# rekursiv zahl umdrehen



## Guest (20. Jan 2006)

hallo,ich möchte zur übung für eine klausur folgende aufgabe lösen. Es gilt eine rekursive Methode zu schreiben die eine übergebene Zahl umdreht.

z.B. aus 123 mach 321.

iterativ war das kein problem, allerdings finde ich einfach keinen ansatz für die rekursive lösung.
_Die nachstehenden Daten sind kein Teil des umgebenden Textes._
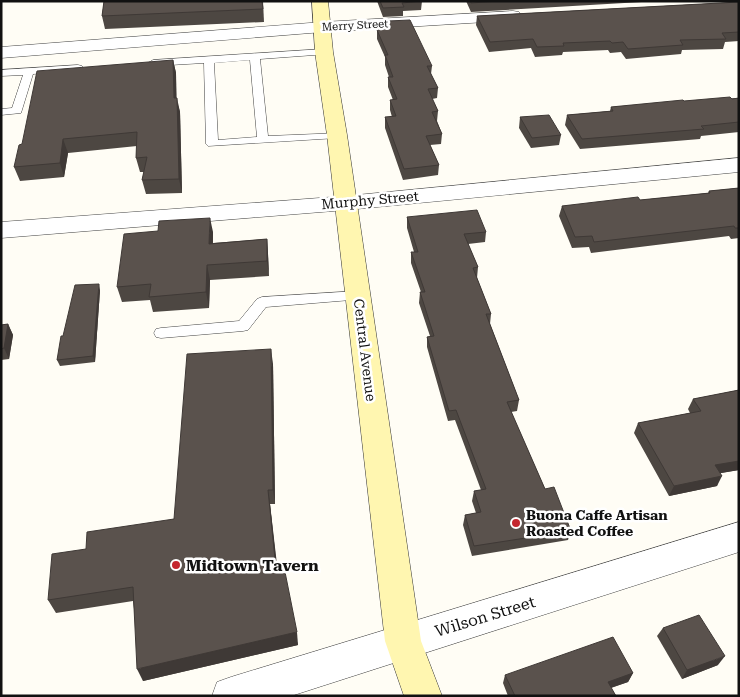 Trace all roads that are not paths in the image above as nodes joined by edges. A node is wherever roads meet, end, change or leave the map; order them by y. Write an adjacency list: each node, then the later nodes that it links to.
1 (531, 15): 2 (street, Merry Street)
2 (323, 27): 3 (street, Merry Street); 4 (lane); 11 (main road, Central Avenue)
3 (2, 55)
4 (255, 57): 5 (lane); 12 (lane)
5 (209, 60): 6 (lane); 12 (lane)
6 (143, 64)
7 (86, 68): 8 (lane)
8 (29, 71): 9 (lane); 10 (lane)
9 (1, 73)
10 (1, 112)
11 (337, 135): 12 (lane); 14 (main road, Central Avenue)
12 (263, 140)
13 (739, 165): 14 (street, Murphy Street)
14 (346, 203): 15 (street, Murphy Street); 16 (main road, Central Avenue)
15 (1, 230)
16 (358, 296): 17 (lane); 19 (main road, Central Avenue)
17 (161, 333)
18 (739, 537): 19 (street, Wilson Street)
19 (403, 641): 20 (street, Wilson Street); 21 (main road, Central Avenue)
20 (231, 696)
21 (423, 696) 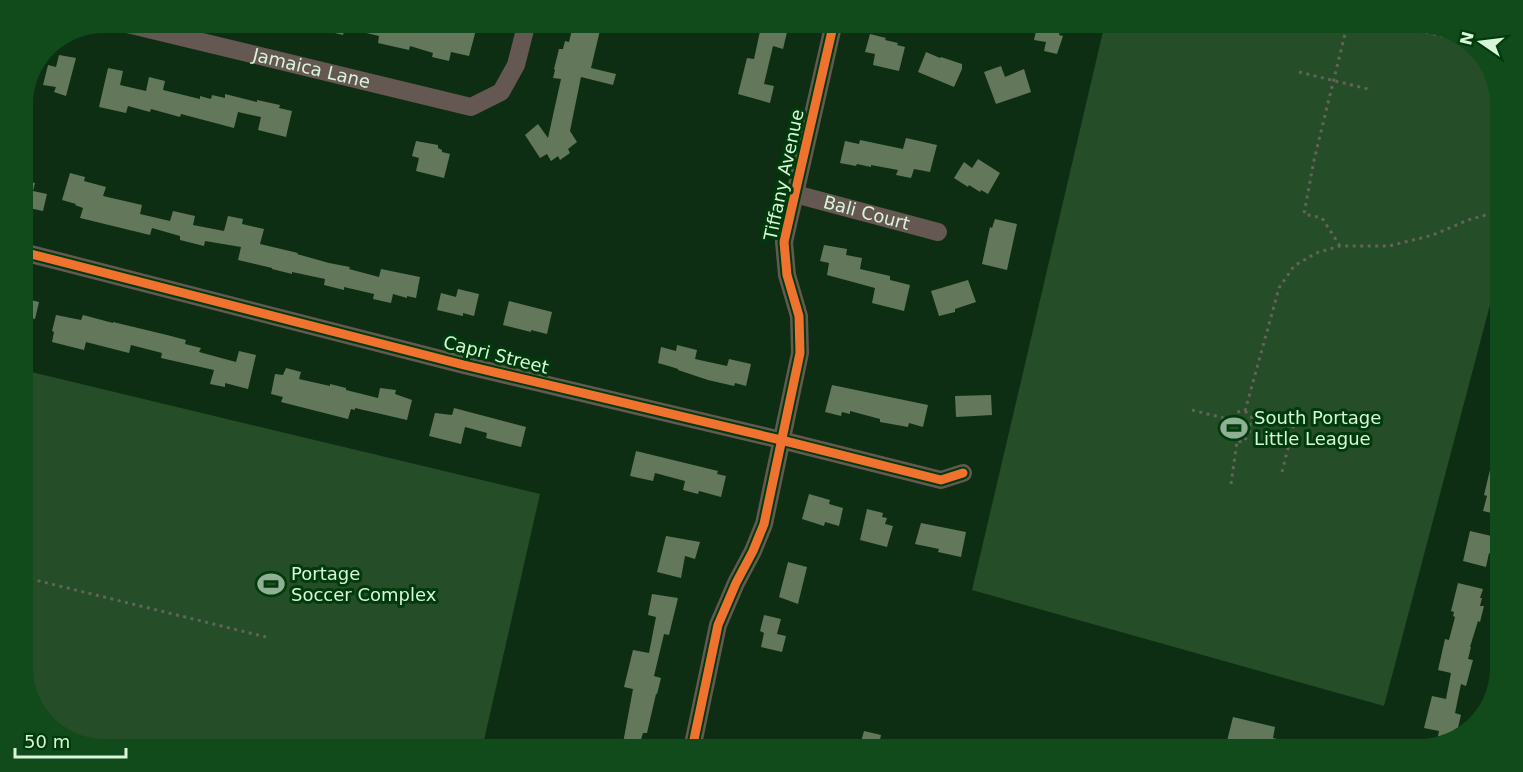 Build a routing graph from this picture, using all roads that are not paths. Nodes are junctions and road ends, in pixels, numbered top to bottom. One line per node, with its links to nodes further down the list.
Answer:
1 (165, 33): 2 (street, Jamaica Lane)
2 (524, 33)
3 (832, 33): 4 (street, Tiffany Avenue)
4 (795, 194): 5 (street, Bali Court); 7 (street, Tiffany Avenue)
5 (938, 232)
6 (33, 255): 7 (street, Capri Street)
7 (781, 440): 8 (street, Capri Street); 9 (street, Tiffany Avenue)
8 (963, 473)
9 (694, 739) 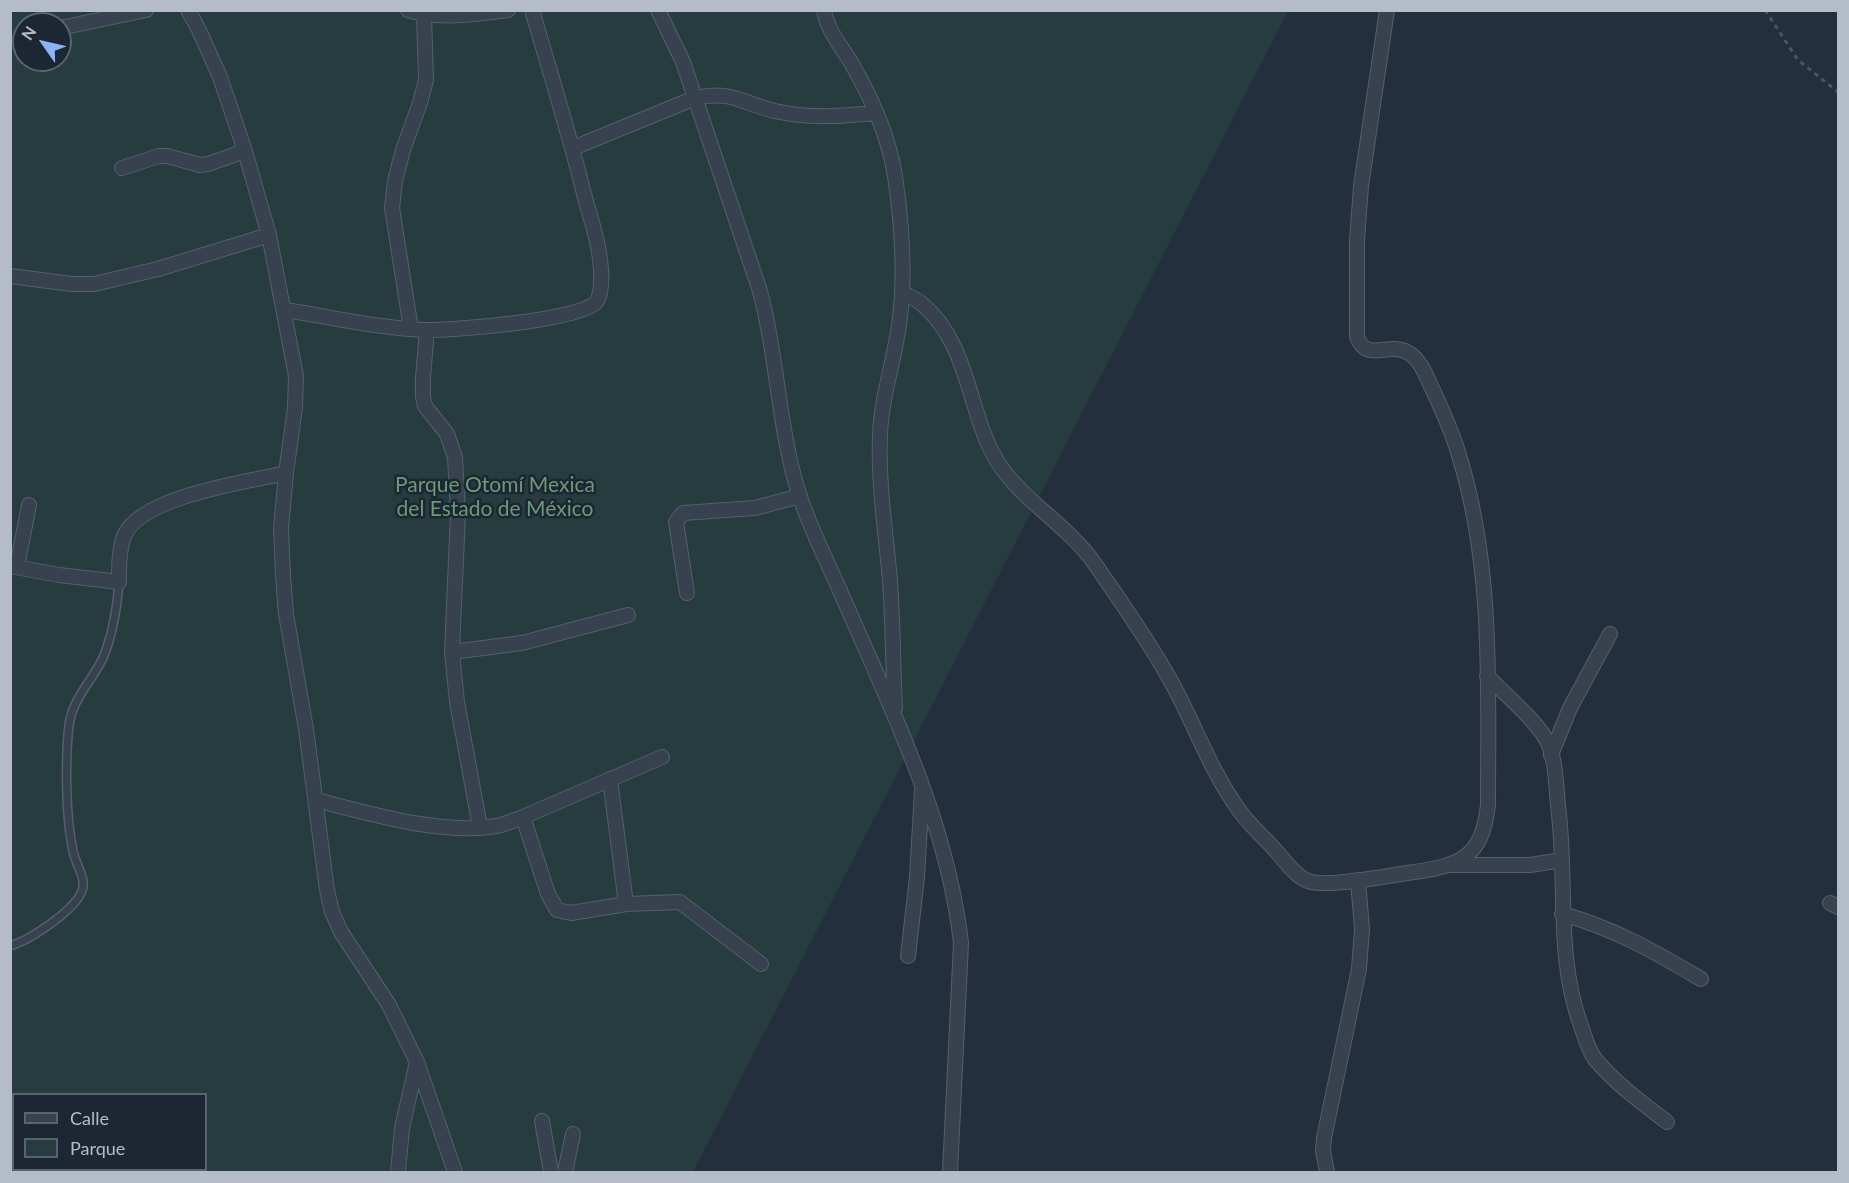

es handelt sich um keine hausaufgabe, finde einfach keinen richtigen ansatz....ich weiss das ich die letzte stelle bekommen kann mit %10 und die zahl kürzer machen kann mit /10, aber irgendwie funktioniert es nicht richtig.

Wäre für Tipps dankbar.


----------



## bygones (21. Jan 2006)

StringBuffer mit reverse


----------



## Guest (21. Jan 2006)

danke, aber wir dürfen keine strings verwenden...sondern sollen selber durch
rekursion das problem lösen.

ich hab an sowas gedacht:


```
public int reverse(int a) {
if(a == 0) 
return 0;
else {
return a % 10 * reverse (a/10);
}
}
```

Aber das stimmt nicht.....bin wirklich am verzweifeln....weiss noch jemand nen tipp oder so?


----------



## bygones (21. Jan 2006)

dann mal schön die Suchfunktion hier nutzen 

kommt z.b. raus
http://www.java-forum.org/de/viewtopic.php?t=10790&highlight=zahl+umdrehen


----------



## Marc-André Aßbrock (21. Jan 2006)

Falls die Zahl einstellig ist gibst du sie zurück. Ansonsten nimmst du die letzte Ziffer an den Anfang und von dem Rest rufst du wieder die Methode aus.

MfG
M.A.


----------



## Bleiglanz (21. Jan 2006)

mit einem kleinen Trick

```
private static int reverse(int i) {
        return reverse2(0,i);
    }
    
    private static int reverse2(int result, int i) {
        if(i<10){
            return result*10 +i;
        }
        return reverse2(result*10+i%10,i/10);
    }
```
es geht aber auch direkt, d.h in einer funktion

```
int reverse(int zahl)

gehe mit 123004 rein

rekursion mit dem mod10 trick machen

zuerst  4 und 12300 ausrechnen

und jetzt musst du die zehnerpotzenz wissen

und also 4 * 10 hoch (anzahl der stellen von 12300) + reverse(12300)

zurückgeben
```
ist aber etwas mühselig


----------